Once the pictures are set aside, reproduce the remaining data exactly.

+++ Records for processing +++

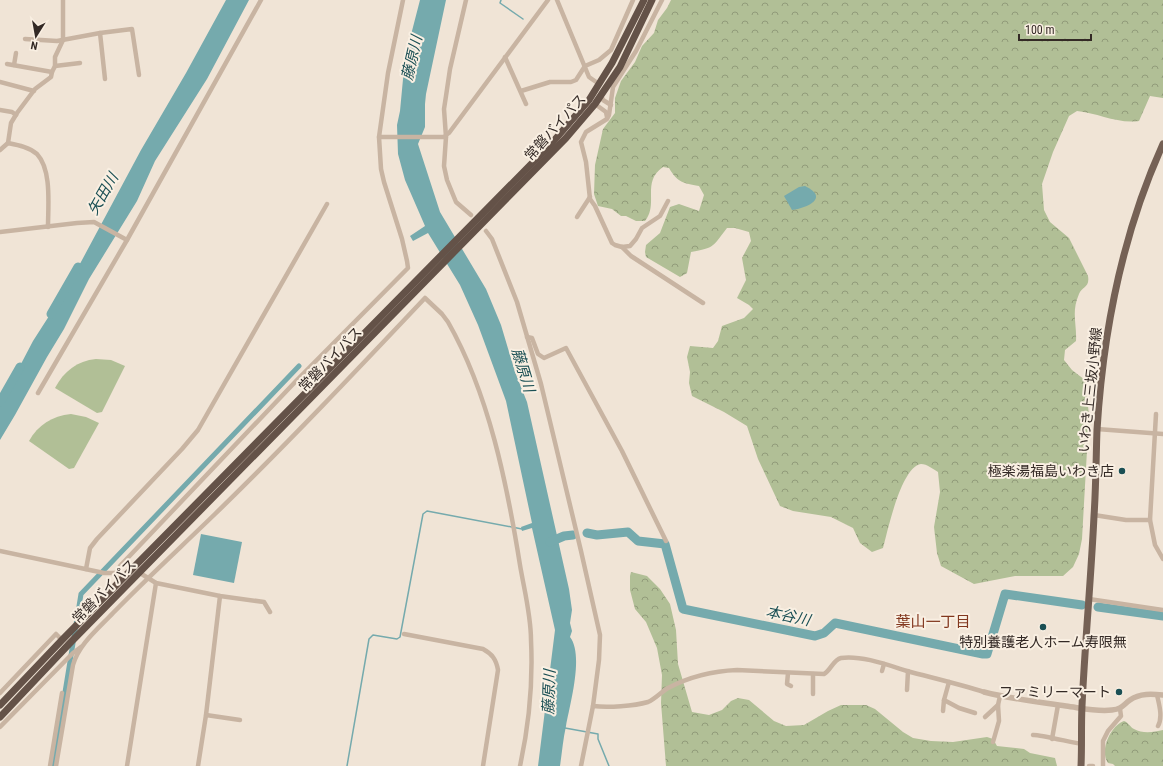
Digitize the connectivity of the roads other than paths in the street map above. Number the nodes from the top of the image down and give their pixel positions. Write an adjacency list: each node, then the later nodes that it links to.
1 (63, 0): 13 (street)
2 (260, 0): 48 (street)
3 (403, 0): 36 (street)
4 (466, 0): 35 (street)
5 (548, 0): 15 (street)
6 (557, 0): 20 (street)
7 (634, 0): 20 (street)
8 (644, 0): 25 (highway, 常磐バイパス)
9 (652, 0): 28 (highway, 常磐バイパス)
10 (662, 0): 31 (street)
11 (100, 32): 13 (street); 22 (street); 23 (street)
12 (25, 39): 13 (street)
13 (63, 40): 19 (street)
14 (16, 52): 18 (street)
15 (505, 57): 27 (street); 35 (street)
16 (80, 63): 19 (street)
17 (7, 64): 18 (street)
18 (14, 66): 21 (street)
19 (55, 66): 21 (street)
20 (585, 66): 25 (street); 27 (street)
21 (52, 72): 26 (street)
22 (139, 75)
23 (105, 79)
24 (0, 82): 26 (street)
25 (599, 84): 44 (highway, 常磐バイパス)
26 (34, 91): 33 (street)
27 (520, 91): 29 (street)
28 (601, 95): 30 (highway, 常磐バイパス); 31 (street)
29 (526, 104)
30 (595, 104): 34 (street); 44 (highway, 常磐バイパス)
31 (611, 105): 34 (street)
32 (0, 110): 33 (street)
33 (16, 115): 37 (street)
34 (607, 119): 40 (street)
35 (446, 136): 36 (street); 44 (street)
36 (378, 137): 64 (street)
37 (8, 144): 39 (street); 45 (street)
38 (1163, 144): 55 (main road, いわき上三坂小野線)
39 (0, 150)
40 (590, 197): 43 (street); 49 (street)
41 (668, 201): 49 (street)
42 (327, 204): 63 (street)
43 (577, 217)
44 (474, 222): 50 (highway, 常磐バイパス)
45 (48, 227): 47 (street); 48 (street)
46 (486, 231): 52 (street)
47 (0, 232)
48 (126, 239): 53 (street)
49 (622, 247): 51 (street)
50 (426, 276): 65 (highway, 常磐バイパス); 67 (highway, 常磐バイパス)
51 (703, 303)
52 (527, 337): 60 (street); 94 (street)
53 (38, 393)
54 (1156, 414): 56 (street)
55 (1097, 429): 56 (street); 58 (main road, いわき上三坂小野線)
56 (1155, 434): 57 (street); 59 (street)
57 (1163, 434)
58 (1094, 515): 59 (street); 70 (main road, いわき上三坂小野線)
59 (1150, 520): 62 (street)
60 (666, 541)
61 (0, 551): 63 (street)
62 (1163, 559)
63 (86, 569): 64 (street)
64 (116, 573): 67 (street)
65 (140, 573): 66 (street); 101 (highway, 常磐バイパス)
66 (148, 578): 68 (street); 75 (street); 114 (street)
67 (123, 579): 74 (highway, 常磐バイパス)
68 (156, 583): 69 (street); 111 (street)
69 (220, 596): 72 (street); 99 (street)
70 (1089, 599): 71 (street); 95 (main road, いわき上三坂小野線)
71 (1163, 610)
72 (270, 612)
73 (404, 634): 113 (street)
74 (62, 640): 86 (street); 92 (highway, 常磐バイパス)
75 (83, 645): 104 (street); 110 (street)
76 (884, 664): 77 (street); 78 (street); 80 (street)
77 (908, 671): 81 (street); 83 (street)
78 (882, 672)
79 (788, 673): 80 (street); 82 (street); 94 (street)
80 (813, 674): 87 (street)
81 (949, 682): 84 (street); 90 (street)
82 (791, 686)
83 (907, 690)
84 (984, 692): 89 (street)
85 (62, 693): 109 (street)
86 (0, 694)
87 (813, 694)
88 (1160, 695): 96 (street); 103 (street)
89 (1000, 696): 91 (street); 93 (street)
90 (944, 700): 97 (street); 98 (street)
91 (1058, 704): 95 (street); 106 (street)
92 (0, 705)
93 (998, 705): 100 (street); 107 (street)
94 (593, 706): 115 (street)
95 (1082, 708): 96 (street); 108 (main road, いわき上三坂小野線)
96 (1120, 708): 119 (street)
97 (943, 711)
98 (975, 713)
99 (206, 715): 102 (street); 112 (street)
100 (985, 716)
101 (0, 717)
102 (240, 720)
103 (1158, 726)
104 (0, 727)
105 (1033, 735): 106 (street)
106 (1052, 739): 108 (street)
107 (993, 742)
108 (1082, 744): 116 (main road, いわき上三坂小野線)
109 (50, 766)
110 (56, 766)
111 (127, 766)
112 (198, 766)
113 (483, 766)
114 (520, 766)
115 (581, 766)
116 (1082, 766)
117 (1089, 766): 118 (street)
118 (1093, 766)
119 (1103, 766)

+++

• Answer box
Digitize the connectivity of the roads other than paths in the street map above. Number the nodes from the top of the image down and give their pixel positions. Write an adjacency list: each node, then the later nodes that it links to.
1 (63, 0): 13 (street)
2 (260, 0): 48 (street)
3 (403, 0): 36 (street)
4 (466, 0): 35 (street)
5 (548, 0): 15 (street)
6 (557, 0): 20 (street)
7 (634, 0): 20 (street)
8 (644, 0): 25 (highway, 常磐バイパス)
9 (652, 0): 28 (highway, 常磐バイパス)
10 (662, 0): 31 (street)
11 (100, 32): 13 (street); 22 (street); 23 (street)
12 (25, 39): 13 (street)
13 (63, 40): 19 (street)
14 (16, 52): 18 (street)
15 (505, 57): 27 (street); 35 (street)
16 (80, 63): 19 (street)
17 (7, 64): 18 (street)
18 (14, 66): 21 (street)
19 (55, 66): 21 (street)
20 (585, 66): 25 (street); 27 (street)
21 (52, 72): 26 (street)
22 (139, 75)
23 (105, 79)
24 (0, 82): 26 (street)
25 (599, 84): 44 (highway, 常磐バイパス)
26 (34, 91): 33 (street)
27 (520, 91): 29 (street)
28 (601, 95): 30 (highway, 常磐バイパス); 31 (street)
29 (526, 104)
30 (595, 104): 34 (street); 44 (highway, 常磐バイパス)
31 (611, 105): 34 (street)
32 (0, 110): 33 (street)
33 (16, 115): 37 (street)
34 (607, 119): 40 (street)
35 (446, 136): 36 (street); 44 (street)
36 (378, 137): 64 (street)
37 (8, 144): 39 (street); 45 (street)
38 (1163, 144): 55 (main road, いわき上三坂小野線)
39 (0, 150)
40 (590, 197): 43 (street); 49 (street)
41 (668, 201): 49 (street)
42 (327, 204): 63 (street)
43 (577, 217)
44 (474, 222): 50 (highway, 常磐バイパス)
45 (48, 227): 47 (street); 48 (street)
46 (486, 231): 52 (street)
47 (0, 232)
48 (126, 239): 53 (street)
49 (622, 247): 51 (street)
50 (426, 276): 65 (highway, 常磐バイパス); 67 (highway, 常磐バイパス)
51 (703, 303)
52 (527, 337): 60 (street); 94 (street)
53 (38, 393)
54 (1156, 414): 56 (street)
55 (1097, 429): 56 (street); 58 (main road, いわき上三坂小野線)
56 (1155, 434): 57 (street); 59 (street)
57 (1163, 434)
58 (1094, 515): 59 (street); 70 (main road, いわき上三坂小野線)
59 (1150, 520): 62 (street)
60 (666, 541)
61 (0, 551): 63 (street)
62 (1163, 559)
63 (86, 569): 64 (street)
64 (116, 573): 67 (street)
65 (140, 573): 66 (street); 101 (highway, 常磐バイパス)
66 (148, 578): 68 (street); 75 (street); 114 (street)
67 (123, 579): 74 (highway, 常磐バイパス)
68 (156, 583): 69 (street); 111 (street)
69 (220, 596): 72 (street); 99 (street)
70 (1089, 599): 71 (street); 95 (main road, いわき上三坂小野線)
71 (1163, 610)
72 (270, 612)
73 (404, 634): 113 (street)
74 (62, 640): 86 (street); 92 (highway, 常磐バイパス)
75 (83, 645): 104 (street); 110 (street)
76 (884, 664): 77 (street); 78 (street); 80 (street)
77 (908, 671): 81 (street); 83 (street)
78 (882, 672)
79 (788, 673): 80 (street); 82 (street); 94 (street)
80 (813, 674): 87 (street)
81 (949, 682): 84 (street); 90 (street)
82 (791, 686)
83 (907, 690)
84 (984, 692): 89 (street)
85 (62, 693): 109 (street)
86 (0, 694)
87 (813, 694)
88 (1160, 695): 96 (street); 103 (street)
89 (1000, 696): 91 (street); 93 (street)
90 (944, 700): 97 (street); 98 (street)
91 (1058, 704): 95 (street); 106 (street)
92 (0, 705)
93 (998, 705): 100 (street); 107 (street)
94 (593, 706): 115 (street)
95 (1082, 708): 96 (street); 108 (main road, いわき上三坂小野線)
96 (1120, 708): 119 (street)
97 (943, 711)
98 (975, 713)
99 (206, 715): 102 (street); 112 (street)
100 (985, 716)
101 (0, 717)
102 (240, 720)
103 (1158, 726)
104 (0, 727)
105 (1033, 735): 106 (street)
106 (1052, 739): 108 (street)
107 (993, 742)
108 (1082, 744): 116 (main road, いわき上三坂小野線)
109 (50, 766)
110 (56, 766)
111 (127, 766)
112 (198, 766)
113 (483, 766)
114 (520, 766)
115 (581, 766)
116 (1082, 766)
117 (1089, 766): 118 (street)
118 (1093, 766)
119 (1103, 766)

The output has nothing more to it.